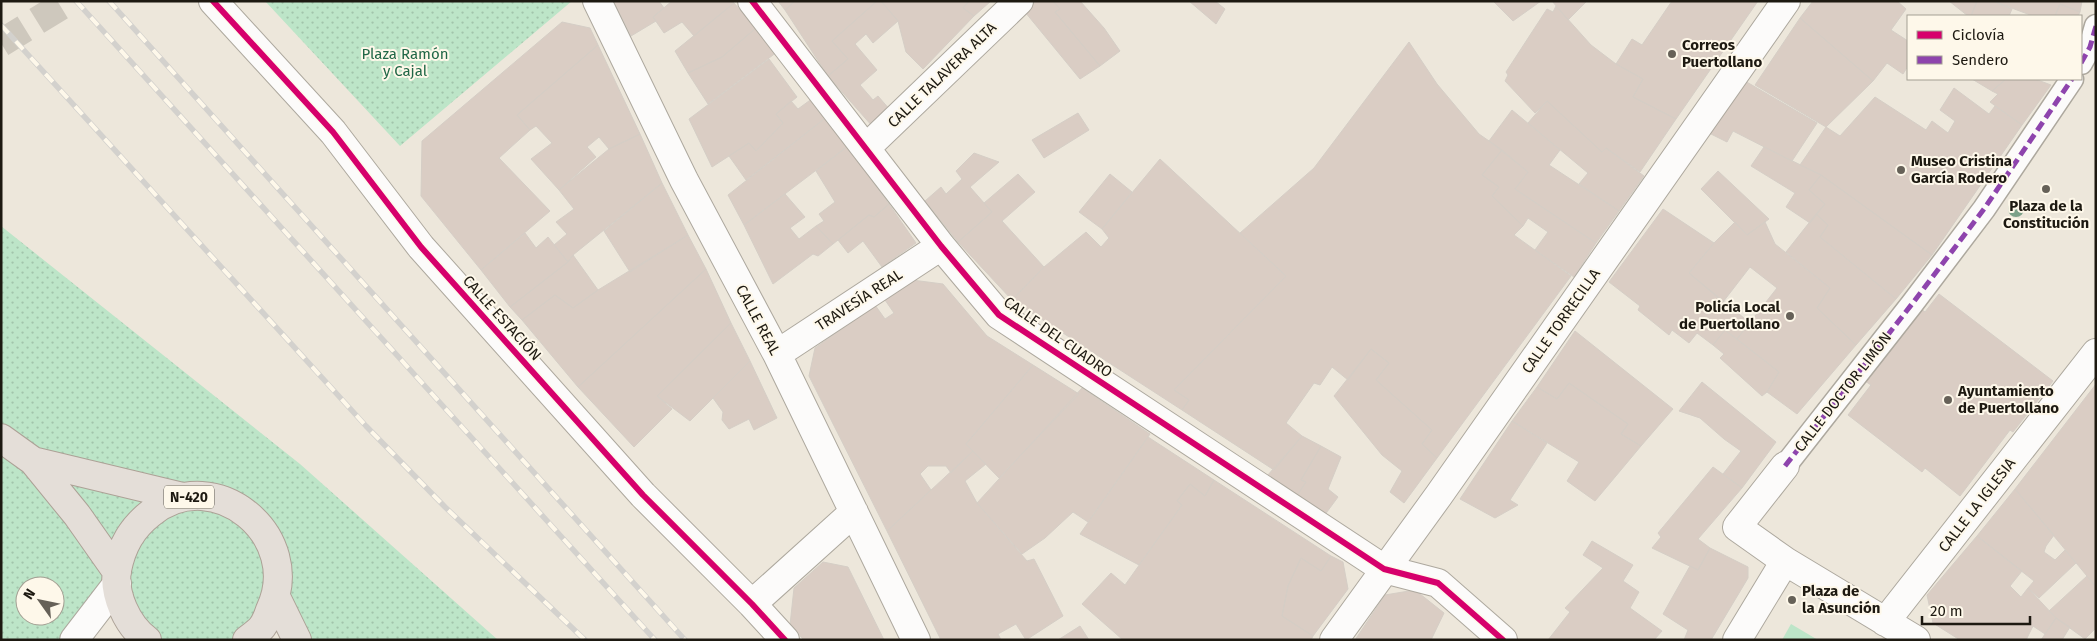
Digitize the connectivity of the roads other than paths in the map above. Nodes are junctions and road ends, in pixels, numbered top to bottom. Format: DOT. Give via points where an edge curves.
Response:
graph roads {
  1 [pos="213,1"];
  2 [pos="596,1"];
  3 [pos="752,1"];
  4 [pos="1019,1"];
  5 [pos="1786,1"];
  6 [pos="2071,80"];
  7 [pos="866,148"];
  8 [pos="941,246"];
  9 [pos="2096,353"];
  10 [pos="777,354"];
  11 [pos="1,438"];
  12 [pos="33,461"];
  13 [pos="1785,466"];
  14 [pos="183,497"];
  15 [pos="854,512"];
  16 [pos="1785,561"];
  17 [pos="1384,570"];
  18 [pos="117,578"];
  19 [pos="276,597"];
  20 [pos="752,604"];
  21 [pos="1885,622"];
  22 [pos="74,640"];
  23 [pos="147,640"];
  24 [pos="247,640"];
  25 [pos="297,640"];
  26 [pos="785,640"];
  27 [pos="916,640"];
  28 [pos="1334,640"];
  29 [pos="1503,640"];
  30 [pos="1736,640"];
  31 [pos="1916,640"];
  1 -- 20 [label="street, CALLE ESTACIÓN" via="333,132 421,247 630,480"];
  2 -- 10 [label="street, CALLE REAL" via="684,180"];
  3 -- 7 [label="street, CALLE DEL CUADRO"];
  4 -- 7 [label="street, CALLE TALAVERA ALTA"];
  5 -- 17 [label="street, CALLE TORRECILLA"];
  6 -- 13 [label="street, CALLE DOCTOR LIMÓN" via="1984,209"];
  7 -- 8 [label="street, CALLE DEL CUADRO"];
  8 -- 10 [label="street, TRAVESÍA REAL"];
  8 -- 17 [label="street, CALLE DEL CUADRO" via="999,315"];
  9 -- 21 [label="street, CALLE LA IGLESIA"];
  10 -- 15 [label="street, CALLE REAL"];
  11 -- 12 [label="highway, N-420"];
  12 -- 14 [label="highway, N-420"];
  12 -- 18 [label="highway, N-420" via="78,515"];
  13 -- 16 [label="street, CALLE DOCTOR LIMÓN" via="1737,527"];
  14 -- 18 [label="highway, N-420" via="158,507 137,523 123,546"];
  14 -- 19 [label="highway, N-420" via="206,496 228,502 248,514 264,530 275,551 279,574"];
  15 -- 20 [label="street"];
  15 -- 27 [label="street, CALLE REAL"];
  16 -- 21 [label="street"];
  16 -- 30 [label="street"];
  17 -- 28 [label="street, CALLE TORRECILLA"];
  17 -- 29 [label="street, CALLE DEL CUADRO" via="1438,583"];
  18 -- 22 [label="street"];
  18 -- 23 [label="highway, N-420" via="124,611"];
  19 -- 24 [label="highway, N-420" via="262,627"];
  19 -- 25 [label="highway"];
  20 -- 26 [label="street, CALLE ESTACIÓN"];
  21 -- 31 [label="street"];
}
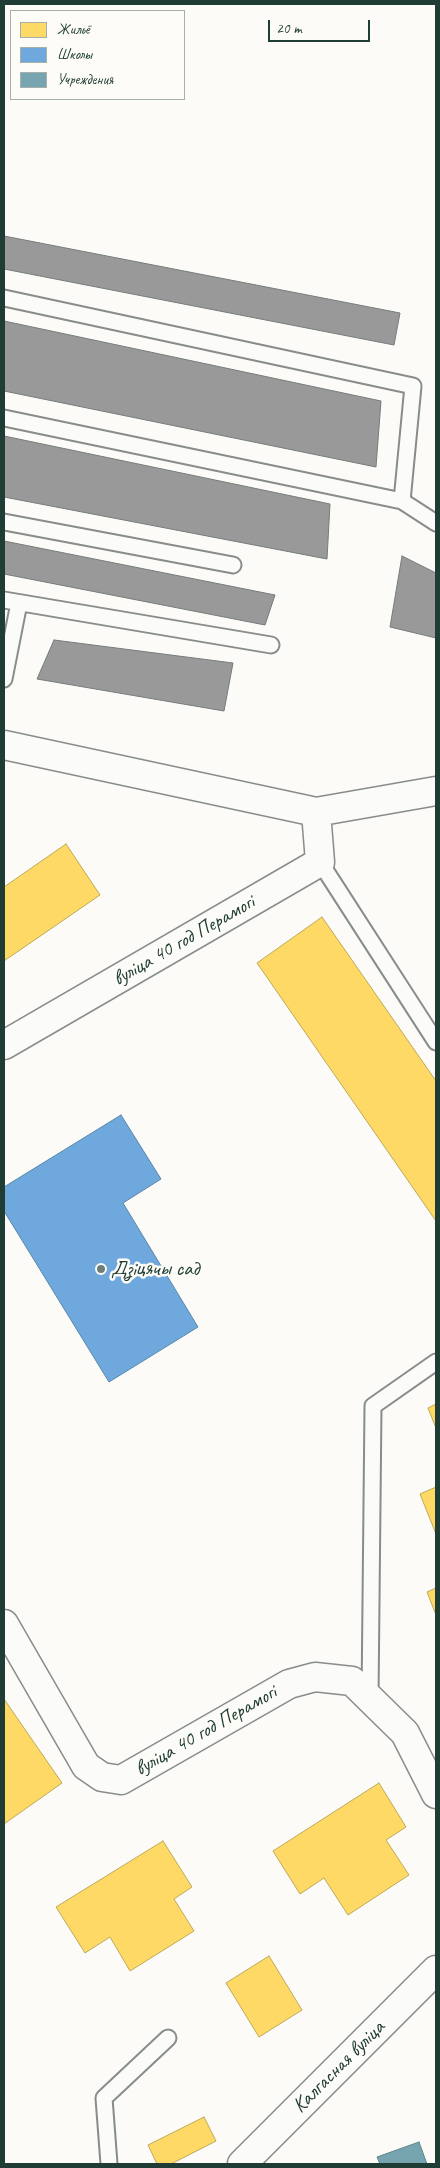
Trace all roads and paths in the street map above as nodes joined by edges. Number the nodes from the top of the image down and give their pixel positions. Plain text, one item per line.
1 (4, 298) edge
2 (4, 418) edge
3 (402, 501) junction
4 (4, 522) edge
5 (436, 523) edge
6 (233, 565) dead end
7 (4, 600) edge
8 (20, 603) junction
9 (271, 646) dead end
10 (4, 679) edge
11 (4, 744) edge
12 (436, 791) edge
13 (316, 812) junction
14 (320, 862) junction
15 (436, 1042) edge
16 (4, 1045) edge
17 (436, 1362) edge
18 (4, 1624) edge
19 (370, 1699) junction
20 (436, 1794) edge
21 (436, 1970) edge
22 (168, 2038) dead end
23 (109, 2164) edge
24 (242, 2164) edge

1 - 3 lane
2 - 3 lane
3 - 5 lane
4 - 6 lane
7 - 8 lane
8 - 9 lane
8 - 10 lane
11 - 13 street
12 - 13 street
13 - 14 street
14 - 15 lane
14 - 16 street, вуліца 40 год Перамогі
17 - 19 lane
18 - 19 street, вуліца 40 год Перамогі
19 - 20 street, вуліца 40 год Перамогі
21 - 24 street, Калгасная вуліца
22 - 23 lane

┄┄┄┄┄┄┄┄┄┄

**Task objective**
Count the lines in the listing above that include the word "dead", and respond with that number alone.

**Result**
3